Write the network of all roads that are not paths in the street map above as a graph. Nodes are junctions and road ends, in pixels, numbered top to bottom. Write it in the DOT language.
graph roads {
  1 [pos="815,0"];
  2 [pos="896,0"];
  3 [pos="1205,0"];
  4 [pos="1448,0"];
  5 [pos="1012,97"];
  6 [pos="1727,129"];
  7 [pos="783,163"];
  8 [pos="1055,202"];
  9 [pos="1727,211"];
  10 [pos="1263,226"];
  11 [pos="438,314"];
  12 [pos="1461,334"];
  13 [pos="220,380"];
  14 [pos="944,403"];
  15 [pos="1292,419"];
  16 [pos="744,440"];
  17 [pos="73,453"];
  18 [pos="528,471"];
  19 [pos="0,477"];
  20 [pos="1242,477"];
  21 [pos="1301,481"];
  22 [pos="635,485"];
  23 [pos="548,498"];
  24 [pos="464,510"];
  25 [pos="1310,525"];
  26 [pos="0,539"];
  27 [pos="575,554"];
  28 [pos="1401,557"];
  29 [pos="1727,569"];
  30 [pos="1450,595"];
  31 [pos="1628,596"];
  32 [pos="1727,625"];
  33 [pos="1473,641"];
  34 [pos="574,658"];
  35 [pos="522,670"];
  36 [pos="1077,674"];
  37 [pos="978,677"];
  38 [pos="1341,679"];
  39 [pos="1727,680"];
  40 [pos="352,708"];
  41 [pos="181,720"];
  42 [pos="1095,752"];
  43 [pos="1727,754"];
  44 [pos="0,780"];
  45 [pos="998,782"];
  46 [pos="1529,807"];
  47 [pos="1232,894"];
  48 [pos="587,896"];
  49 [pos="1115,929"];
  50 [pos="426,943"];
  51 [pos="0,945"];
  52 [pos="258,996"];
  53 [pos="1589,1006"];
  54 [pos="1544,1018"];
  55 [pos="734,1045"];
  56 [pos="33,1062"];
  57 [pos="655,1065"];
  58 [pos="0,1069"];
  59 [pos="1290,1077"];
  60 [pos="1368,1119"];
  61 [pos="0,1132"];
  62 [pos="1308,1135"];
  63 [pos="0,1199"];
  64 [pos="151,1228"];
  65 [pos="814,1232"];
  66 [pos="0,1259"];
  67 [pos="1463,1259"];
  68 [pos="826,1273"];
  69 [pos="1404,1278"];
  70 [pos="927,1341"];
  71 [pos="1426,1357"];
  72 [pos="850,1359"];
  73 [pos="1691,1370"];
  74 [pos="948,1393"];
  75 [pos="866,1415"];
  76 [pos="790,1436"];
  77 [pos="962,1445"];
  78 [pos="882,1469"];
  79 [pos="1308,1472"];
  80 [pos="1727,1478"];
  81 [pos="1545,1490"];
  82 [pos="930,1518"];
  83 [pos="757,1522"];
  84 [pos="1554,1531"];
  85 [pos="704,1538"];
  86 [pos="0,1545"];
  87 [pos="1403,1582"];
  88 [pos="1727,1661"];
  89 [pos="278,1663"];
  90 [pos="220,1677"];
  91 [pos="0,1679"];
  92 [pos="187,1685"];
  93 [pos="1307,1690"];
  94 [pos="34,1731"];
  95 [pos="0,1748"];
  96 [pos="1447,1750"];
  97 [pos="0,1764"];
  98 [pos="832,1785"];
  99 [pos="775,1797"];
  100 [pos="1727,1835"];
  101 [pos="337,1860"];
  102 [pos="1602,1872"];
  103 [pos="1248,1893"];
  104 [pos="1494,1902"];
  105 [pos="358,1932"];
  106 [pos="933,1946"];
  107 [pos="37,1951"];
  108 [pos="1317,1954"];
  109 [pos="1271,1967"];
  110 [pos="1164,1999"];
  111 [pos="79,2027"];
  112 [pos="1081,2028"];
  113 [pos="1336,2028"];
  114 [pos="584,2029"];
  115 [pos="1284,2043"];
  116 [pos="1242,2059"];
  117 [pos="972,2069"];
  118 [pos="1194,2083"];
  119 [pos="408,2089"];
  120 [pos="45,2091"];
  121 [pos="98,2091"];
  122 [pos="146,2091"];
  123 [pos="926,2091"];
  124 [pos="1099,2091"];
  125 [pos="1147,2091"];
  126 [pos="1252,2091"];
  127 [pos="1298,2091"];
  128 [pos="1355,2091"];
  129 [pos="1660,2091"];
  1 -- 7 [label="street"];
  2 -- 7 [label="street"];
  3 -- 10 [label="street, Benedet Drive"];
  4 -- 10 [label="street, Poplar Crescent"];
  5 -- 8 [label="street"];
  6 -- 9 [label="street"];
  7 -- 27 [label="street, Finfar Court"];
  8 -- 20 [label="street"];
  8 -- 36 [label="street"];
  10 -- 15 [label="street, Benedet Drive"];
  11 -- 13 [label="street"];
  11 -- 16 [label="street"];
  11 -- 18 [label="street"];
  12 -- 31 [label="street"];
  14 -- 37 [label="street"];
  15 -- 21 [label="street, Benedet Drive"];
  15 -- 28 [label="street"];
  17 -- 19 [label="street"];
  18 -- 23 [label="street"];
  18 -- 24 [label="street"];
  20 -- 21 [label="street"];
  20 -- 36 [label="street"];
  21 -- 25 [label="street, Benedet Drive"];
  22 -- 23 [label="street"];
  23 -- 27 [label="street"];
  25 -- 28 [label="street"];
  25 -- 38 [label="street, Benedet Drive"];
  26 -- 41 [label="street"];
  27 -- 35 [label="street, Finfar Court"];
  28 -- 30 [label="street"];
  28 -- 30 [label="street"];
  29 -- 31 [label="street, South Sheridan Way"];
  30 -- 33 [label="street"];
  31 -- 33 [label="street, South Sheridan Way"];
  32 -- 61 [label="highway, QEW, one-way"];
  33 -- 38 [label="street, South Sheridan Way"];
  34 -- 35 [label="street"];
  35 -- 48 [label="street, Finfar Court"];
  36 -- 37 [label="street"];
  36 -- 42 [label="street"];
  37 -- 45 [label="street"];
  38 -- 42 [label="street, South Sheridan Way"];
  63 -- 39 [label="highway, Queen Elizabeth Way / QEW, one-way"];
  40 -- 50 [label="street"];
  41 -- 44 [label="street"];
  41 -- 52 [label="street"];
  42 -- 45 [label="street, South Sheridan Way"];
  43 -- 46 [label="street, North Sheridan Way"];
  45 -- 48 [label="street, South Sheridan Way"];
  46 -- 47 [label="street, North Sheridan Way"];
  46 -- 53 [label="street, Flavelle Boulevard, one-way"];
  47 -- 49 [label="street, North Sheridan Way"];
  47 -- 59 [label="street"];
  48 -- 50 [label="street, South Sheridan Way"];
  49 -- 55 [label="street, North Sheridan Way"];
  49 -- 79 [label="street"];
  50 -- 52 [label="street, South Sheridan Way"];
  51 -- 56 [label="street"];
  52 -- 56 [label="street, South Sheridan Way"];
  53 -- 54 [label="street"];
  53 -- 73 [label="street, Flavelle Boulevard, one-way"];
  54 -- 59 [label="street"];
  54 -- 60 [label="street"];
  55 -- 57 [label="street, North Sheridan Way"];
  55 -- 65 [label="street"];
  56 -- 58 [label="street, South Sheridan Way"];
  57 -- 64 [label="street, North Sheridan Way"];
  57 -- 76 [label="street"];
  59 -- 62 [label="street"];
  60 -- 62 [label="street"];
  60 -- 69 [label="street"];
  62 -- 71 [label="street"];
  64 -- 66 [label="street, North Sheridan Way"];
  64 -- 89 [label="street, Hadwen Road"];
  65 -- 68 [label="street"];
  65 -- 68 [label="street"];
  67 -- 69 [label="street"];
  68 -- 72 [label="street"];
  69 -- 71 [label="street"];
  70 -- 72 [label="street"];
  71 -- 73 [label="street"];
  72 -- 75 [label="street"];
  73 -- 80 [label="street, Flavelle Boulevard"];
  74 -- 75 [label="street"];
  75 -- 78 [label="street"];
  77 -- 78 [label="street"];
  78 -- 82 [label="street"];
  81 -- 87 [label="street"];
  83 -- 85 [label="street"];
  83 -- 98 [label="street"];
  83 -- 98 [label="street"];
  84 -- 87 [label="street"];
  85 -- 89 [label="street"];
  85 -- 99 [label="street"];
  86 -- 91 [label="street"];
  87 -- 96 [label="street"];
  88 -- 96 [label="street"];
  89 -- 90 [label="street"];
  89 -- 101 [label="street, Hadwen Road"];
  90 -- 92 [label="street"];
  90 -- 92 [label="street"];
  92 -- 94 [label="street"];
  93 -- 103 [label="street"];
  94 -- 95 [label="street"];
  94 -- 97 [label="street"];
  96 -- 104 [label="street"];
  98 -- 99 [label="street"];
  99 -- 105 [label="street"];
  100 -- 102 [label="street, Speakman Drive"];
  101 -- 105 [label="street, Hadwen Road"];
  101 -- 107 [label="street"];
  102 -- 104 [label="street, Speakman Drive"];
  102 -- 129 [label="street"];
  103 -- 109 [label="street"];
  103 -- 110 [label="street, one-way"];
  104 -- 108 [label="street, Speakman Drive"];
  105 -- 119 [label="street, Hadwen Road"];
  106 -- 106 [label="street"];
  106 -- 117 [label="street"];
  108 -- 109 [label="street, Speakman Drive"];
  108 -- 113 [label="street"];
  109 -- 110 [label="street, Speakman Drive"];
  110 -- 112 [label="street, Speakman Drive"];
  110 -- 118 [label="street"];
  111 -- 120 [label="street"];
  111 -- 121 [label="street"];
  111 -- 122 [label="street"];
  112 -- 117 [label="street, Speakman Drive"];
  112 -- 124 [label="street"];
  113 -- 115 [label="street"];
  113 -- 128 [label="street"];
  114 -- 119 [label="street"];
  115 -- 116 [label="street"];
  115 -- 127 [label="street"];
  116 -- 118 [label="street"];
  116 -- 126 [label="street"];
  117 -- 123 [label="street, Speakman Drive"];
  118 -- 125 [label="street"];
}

┄┄┄┄┄┄┄┄┄┄

Task item
Your answer should be a single number: the count of lines in the listing that contain the word "Court".

Finished exercise
3